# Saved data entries
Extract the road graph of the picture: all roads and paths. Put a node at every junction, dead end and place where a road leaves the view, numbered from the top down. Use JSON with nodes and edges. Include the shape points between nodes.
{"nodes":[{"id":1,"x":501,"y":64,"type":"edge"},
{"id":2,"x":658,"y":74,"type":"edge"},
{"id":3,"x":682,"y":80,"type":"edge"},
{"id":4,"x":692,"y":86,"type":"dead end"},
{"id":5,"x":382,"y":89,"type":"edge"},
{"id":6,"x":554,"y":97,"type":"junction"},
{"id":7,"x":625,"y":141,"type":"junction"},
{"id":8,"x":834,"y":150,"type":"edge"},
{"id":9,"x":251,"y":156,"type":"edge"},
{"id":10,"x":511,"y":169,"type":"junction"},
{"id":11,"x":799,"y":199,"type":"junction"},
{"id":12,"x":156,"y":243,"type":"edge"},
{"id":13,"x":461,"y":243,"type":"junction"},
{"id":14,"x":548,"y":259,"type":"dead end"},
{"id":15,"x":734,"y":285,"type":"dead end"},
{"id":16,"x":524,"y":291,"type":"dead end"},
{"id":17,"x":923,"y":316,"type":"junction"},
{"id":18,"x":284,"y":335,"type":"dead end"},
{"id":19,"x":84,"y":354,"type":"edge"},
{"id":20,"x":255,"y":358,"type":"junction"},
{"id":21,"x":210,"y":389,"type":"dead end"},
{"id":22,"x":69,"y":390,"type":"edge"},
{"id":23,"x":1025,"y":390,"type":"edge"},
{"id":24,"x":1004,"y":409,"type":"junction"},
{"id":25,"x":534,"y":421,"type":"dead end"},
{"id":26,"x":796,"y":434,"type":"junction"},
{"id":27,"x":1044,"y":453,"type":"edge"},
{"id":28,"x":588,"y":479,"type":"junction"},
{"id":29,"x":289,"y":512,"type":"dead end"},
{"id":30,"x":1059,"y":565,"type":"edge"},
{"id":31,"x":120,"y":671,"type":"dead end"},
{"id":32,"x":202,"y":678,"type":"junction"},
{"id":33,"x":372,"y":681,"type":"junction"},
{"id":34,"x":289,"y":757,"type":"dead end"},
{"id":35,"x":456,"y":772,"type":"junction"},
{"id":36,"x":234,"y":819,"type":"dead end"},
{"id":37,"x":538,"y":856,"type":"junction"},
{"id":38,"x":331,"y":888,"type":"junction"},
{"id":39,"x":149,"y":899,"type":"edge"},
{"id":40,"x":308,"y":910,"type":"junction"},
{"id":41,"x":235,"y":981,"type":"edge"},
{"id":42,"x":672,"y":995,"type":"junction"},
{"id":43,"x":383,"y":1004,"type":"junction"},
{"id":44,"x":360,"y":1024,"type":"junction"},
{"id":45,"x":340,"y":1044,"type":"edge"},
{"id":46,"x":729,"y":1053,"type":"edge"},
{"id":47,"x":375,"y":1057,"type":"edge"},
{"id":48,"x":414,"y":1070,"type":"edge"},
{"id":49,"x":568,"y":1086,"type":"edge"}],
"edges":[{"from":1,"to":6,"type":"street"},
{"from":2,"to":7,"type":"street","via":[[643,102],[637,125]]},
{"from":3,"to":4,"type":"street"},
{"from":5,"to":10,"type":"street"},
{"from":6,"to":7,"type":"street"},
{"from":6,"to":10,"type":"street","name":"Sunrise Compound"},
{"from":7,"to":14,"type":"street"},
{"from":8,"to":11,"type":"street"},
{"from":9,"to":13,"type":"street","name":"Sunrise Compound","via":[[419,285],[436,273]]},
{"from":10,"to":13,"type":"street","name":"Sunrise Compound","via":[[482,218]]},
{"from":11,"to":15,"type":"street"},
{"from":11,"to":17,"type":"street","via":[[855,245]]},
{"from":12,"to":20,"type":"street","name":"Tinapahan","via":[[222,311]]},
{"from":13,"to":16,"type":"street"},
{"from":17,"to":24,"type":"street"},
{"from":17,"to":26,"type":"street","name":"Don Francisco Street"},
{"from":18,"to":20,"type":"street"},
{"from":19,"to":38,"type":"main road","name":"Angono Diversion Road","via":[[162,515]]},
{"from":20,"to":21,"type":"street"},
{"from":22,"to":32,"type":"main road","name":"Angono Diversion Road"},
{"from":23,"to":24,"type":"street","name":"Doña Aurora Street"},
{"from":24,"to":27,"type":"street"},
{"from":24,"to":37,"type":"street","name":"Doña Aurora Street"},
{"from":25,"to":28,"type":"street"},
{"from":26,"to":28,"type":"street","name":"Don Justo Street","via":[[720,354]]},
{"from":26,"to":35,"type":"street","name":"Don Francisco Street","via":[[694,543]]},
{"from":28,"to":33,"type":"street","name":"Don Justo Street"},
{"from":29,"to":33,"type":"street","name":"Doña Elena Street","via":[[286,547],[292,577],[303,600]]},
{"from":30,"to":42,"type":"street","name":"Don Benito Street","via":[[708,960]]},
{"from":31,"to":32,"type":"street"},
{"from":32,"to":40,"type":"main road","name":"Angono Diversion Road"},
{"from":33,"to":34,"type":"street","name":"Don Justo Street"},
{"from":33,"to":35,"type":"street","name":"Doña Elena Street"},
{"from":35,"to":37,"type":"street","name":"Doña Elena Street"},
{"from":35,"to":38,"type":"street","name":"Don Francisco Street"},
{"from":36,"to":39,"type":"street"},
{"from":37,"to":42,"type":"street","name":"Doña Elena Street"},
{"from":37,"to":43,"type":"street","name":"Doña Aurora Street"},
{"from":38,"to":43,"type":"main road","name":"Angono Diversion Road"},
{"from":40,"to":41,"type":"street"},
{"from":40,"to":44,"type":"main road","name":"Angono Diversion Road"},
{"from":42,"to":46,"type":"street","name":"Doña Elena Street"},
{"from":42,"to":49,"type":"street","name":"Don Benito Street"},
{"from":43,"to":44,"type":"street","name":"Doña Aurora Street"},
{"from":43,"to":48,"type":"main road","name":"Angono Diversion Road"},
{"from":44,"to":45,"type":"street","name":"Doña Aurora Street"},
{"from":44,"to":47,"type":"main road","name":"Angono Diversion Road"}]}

# TASK BRIEF
Could you find every line in the records above that has the string "nodes" and copy it?

# RESPONSE
Extract the road graph of the picture: all roads and paths. Put a node at every junction, dead end and place where a road leaves the view, numbered from the top down. Use JSON with nodes and edges. Include the shape points between nodes.
{"nodes":[{"id":1,"x":501,"y":64,"type":"edge"},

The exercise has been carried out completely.